私は咄嗟にテーブルに置いていたコショウの瓶を蓋ごと開けて、塩を撒くように男性の顔に思い切り振りかけた。
「私は何も見てませぇぇぇん!」
男性の鼻がゴリラみたいに大きく開く。人の鼻の穴はこんなにも大きくなるのか……というかイケメンでも愉快な顔になるのか――。
ぶえっくしょおおぉぉぉい!
くしゃみをした瞬間、男性の姿があっという間に消える。ただ、彼がいた証として床が濡れていた。
まじか。
頼む。絶対に私の職場に、あの人が来ませんように。そして二度と会いませんように。ゾゾゾ、と身を震わせる。
「……会うなんて、有り得ないよね」
しん、と静まる部屋に少し心が穏やかになる。
「会うわけないんですけどね! 会ったらもう、どこの少女漫画展開ですかって感じ。あるいはホラー」
「そうやね。激しく同意」
「名前も知らないし」
「滝沢。って言うか、お姉さん振り向かなくて良いから聞いて欲しいんやけど」
私は唇を一文字に引き締めて硬直する。
「これ困ったわ。ろくに風呂入れん。コショウ、貸してくれへん?」
「……さっきのお兄さんですよね?」
「そ。さっきのお兄さん滝沢。
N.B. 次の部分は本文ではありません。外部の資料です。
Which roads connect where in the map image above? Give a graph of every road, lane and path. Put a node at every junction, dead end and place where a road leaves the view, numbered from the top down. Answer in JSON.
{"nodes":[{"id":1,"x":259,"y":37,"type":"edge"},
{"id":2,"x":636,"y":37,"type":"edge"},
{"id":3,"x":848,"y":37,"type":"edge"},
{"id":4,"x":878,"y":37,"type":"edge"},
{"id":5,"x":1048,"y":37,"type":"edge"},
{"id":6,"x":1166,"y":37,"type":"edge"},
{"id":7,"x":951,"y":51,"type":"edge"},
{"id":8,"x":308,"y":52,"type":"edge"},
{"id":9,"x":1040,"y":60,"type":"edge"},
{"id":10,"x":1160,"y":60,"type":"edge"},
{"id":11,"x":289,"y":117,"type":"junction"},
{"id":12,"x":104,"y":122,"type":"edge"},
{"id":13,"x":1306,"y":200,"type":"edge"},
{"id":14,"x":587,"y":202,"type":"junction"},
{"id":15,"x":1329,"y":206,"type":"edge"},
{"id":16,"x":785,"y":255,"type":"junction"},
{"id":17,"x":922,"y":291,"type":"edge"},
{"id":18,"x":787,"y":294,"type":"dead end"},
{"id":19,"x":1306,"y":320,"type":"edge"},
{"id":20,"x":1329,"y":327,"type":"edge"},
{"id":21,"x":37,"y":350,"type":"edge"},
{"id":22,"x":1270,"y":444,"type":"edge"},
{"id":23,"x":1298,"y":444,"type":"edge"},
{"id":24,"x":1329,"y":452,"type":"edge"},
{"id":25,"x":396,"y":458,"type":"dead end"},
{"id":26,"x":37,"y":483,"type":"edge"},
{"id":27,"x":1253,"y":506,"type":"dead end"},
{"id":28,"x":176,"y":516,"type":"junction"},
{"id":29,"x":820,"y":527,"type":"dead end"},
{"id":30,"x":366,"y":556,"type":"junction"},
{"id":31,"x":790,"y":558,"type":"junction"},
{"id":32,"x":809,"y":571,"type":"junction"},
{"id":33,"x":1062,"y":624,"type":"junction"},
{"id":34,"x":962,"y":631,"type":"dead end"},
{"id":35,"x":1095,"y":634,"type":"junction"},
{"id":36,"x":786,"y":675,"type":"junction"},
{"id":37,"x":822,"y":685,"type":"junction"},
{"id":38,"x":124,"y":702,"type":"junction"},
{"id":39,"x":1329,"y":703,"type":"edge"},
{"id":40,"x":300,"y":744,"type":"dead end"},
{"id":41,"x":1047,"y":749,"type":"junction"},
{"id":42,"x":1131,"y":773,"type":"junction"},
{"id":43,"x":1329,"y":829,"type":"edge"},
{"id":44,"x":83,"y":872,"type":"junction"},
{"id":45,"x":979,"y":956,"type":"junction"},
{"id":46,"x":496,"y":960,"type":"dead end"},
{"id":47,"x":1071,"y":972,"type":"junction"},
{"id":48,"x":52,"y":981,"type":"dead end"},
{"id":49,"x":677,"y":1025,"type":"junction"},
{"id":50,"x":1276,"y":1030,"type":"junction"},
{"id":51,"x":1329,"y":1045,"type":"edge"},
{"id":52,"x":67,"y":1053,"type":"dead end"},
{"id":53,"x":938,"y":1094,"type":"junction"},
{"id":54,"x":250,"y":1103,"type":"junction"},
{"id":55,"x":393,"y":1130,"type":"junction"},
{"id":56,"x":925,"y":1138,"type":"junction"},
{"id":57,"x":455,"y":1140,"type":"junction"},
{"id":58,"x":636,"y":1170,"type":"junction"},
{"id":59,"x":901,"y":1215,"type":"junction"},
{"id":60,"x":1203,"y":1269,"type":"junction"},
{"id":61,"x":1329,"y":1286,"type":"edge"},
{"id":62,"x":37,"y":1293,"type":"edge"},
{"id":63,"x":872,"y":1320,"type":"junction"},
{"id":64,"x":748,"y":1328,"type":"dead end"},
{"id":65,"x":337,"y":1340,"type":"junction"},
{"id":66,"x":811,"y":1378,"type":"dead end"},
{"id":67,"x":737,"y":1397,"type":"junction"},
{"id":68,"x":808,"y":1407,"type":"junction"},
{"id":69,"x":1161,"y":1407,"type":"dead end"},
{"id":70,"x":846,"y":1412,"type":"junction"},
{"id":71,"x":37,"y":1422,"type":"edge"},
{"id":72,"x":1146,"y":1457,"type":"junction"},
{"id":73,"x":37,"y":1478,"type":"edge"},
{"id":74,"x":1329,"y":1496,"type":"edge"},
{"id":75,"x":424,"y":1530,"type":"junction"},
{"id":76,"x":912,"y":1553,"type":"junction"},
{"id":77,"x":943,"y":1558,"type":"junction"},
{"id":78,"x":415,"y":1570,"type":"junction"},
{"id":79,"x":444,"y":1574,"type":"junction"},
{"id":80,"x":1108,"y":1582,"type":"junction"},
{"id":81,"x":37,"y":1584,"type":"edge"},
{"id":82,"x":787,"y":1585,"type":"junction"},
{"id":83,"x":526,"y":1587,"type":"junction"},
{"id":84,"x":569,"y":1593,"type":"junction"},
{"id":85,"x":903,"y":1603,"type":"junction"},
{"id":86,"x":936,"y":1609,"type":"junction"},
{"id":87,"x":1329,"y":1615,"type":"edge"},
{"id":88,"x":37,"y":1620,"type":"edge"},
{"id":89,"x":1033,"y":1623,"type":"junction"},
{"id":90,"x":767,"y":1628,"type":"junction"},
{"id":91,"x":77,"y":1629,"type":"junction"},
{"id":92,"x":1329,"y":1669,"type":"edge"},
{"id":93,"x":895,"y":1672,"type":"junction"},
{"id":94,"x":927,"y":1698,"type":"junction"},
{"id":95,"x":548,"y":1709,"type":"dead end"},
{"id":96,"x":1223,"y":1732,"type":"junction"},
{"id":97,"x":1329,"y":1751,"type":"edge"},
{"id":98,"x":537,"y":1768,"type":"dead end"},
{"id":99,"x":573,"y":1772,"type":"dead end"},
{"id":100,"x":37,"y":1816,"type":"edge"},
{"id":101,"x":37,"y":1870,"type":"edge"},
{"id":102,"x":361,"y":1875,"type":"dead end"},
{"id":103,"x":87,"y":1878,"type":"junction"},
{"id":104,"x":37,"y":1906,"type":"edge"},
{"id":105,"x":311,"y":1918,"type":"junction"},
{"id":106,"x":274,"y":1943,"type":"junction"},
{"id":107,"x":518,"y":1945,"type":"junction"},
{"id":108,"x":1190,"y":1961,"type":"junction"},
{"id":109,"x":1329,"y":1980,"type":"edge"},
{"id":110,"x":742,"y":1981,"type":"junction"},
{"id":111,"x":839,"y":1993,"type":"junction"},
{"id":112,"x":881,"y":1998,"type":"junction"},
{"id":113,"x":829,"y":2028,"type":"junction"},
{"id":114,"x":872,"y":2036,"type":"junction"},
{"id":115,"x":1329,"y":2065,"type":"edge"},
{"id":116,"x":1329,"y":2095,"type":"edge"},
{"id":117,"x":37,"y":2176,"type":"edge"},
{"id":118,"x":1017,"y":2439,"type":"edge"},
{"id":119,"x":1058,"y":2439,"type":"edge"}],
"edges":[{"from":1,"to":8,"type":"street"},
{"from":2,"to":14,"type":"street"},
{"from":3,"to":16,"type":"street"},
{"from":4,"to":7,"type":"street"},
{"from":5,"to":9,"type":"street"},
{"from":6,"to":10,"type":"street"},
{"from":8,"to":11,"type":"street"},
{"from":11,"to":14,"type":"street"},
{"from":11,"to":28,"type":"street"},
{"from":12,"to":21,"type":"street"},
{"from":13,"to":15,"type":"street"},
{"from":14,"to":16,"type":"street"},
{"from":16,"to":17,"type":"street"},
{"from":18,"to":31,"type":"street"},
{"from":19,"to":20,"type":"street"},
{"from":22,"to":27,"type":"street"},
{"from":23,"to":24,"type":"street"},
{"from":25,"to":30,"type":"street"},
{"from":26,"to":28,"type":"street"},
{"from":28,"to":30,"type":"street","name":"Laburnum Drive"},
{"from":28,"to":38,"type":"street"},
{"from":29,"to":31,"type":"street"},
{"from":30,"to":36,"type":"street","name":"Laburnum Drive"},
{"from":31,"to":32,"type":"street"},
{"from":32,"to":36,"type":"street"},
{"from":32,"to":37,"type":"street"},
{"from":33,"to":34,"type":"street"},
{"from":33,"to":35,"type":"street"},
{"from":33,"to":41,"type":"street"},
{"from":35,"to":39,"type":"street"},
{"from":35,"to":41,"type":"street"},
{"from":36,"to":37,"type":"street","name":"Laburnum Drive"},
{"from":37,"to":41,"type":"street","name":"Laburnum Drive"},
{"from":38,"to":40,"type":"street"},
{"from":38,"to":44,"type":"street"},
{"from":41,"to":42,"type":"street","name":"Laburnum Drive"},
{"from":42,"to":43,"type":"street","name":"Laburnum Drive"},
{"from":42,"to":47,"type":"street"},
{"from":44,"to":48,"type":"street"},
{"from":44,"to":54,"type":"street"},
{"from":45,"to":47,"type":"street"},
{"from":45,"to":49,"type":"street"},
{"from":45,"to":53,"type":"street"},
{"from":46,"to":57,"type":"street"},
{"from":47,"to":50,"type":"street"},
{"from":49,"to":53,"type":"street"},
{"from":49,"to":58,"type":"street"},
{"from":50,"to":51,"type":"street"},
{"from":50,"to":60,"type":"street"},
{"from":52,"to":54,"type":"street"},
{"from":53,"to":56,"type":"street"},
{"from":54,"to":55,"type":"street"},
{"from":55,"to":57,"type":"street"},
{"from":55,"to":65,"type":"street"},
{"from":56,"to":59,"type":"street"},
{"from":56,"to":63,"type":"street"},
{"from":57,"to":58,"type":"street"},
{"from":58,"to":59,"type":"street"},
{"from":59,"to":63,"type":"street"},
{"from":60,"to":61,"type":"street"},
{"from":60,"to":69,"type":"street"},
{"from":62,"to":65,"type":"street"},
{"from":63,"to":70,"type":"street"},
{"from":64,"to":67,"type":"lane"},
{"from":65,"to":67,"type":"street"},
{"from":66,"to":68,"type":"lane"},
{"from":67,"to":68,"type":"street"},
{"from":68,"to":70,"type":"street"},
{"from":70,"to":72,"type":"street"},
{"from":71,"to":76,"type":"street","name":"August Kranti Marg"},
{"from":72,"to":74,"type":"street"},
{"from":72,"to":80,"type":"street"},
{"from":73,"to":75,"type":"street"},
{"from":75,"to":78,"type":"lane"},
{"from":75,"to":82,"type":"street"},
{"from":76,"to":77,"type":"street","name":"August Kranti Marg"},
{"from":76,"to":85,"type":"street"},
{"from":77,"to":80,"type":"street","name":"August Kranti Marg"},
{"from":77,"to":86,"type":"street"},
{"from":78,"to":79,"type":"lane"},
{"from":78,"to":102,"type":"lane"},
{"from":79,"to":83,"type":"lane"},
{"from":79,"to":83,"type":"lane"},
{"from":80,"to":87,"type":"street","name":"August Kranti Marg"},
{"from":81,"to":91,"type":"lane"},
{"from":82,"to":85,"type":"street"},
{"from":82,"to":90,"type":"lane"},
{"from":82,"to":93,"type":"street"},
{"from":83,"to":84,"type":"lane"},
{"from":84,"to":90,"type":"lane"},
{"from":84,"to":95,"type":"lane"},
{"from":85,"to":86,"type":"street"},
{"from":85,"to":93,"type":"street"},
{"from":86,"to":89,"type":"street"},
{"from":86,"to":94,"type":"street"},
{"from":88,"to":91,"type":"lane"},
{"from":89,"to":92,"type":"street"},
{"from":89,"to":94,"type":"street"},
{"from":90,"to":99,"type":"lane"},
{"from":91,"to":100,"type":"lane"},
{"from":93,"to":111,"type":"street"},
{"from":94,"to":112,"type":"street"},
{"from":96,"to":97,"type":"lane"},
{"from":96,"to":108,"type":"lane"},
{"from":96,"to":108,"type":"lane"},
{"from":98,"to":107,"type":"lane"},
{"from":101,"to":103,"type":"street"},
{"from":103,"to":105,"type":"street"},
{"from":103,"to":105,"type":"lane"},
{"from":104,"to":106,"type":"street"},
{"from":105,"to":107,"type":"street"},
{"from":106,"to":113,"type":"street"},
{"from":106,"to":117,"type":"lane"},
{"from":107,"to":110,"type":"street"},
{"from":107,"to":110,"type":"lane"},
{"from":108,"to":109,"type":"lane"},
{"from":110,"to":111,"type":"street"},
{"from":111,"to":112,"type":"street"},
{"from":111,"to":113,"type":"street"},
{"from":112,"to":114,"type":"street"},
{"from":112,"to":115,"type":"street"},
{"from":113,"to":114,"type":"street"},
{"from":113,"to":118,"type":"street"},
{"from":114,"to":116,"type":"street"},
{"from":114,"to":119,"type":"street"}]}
タオルは今持ってるから、さっきみたいなヤバい格好やないで。安心して」
いや、そういう問題じゃねぇぇぇよぉぉぉ!
なに大丈夫です、みたいな落ち着いたお兄さんオーラで話しかけてくるの、この人ぉぉぉ! とは、言わない。
「コショウ……切れてるので、買いに行って来ます……」
「ほんま?」
このきっかけが、私の未来の旦那である。これを他人に話すとゲラゲラ笑われるので困ったものだ。
あれから数年経った今は、あのトンチンカンな現象はまっさらに消えた。友人たちは「縁結び現象だね」と笑うけれど。
入浴剤でニューヨーク。
私はパステルに勤め続けている。凛と背筋を伸ばしてお客さまに――服を持ってきた旦那に微笑んでクーポンを受け取る。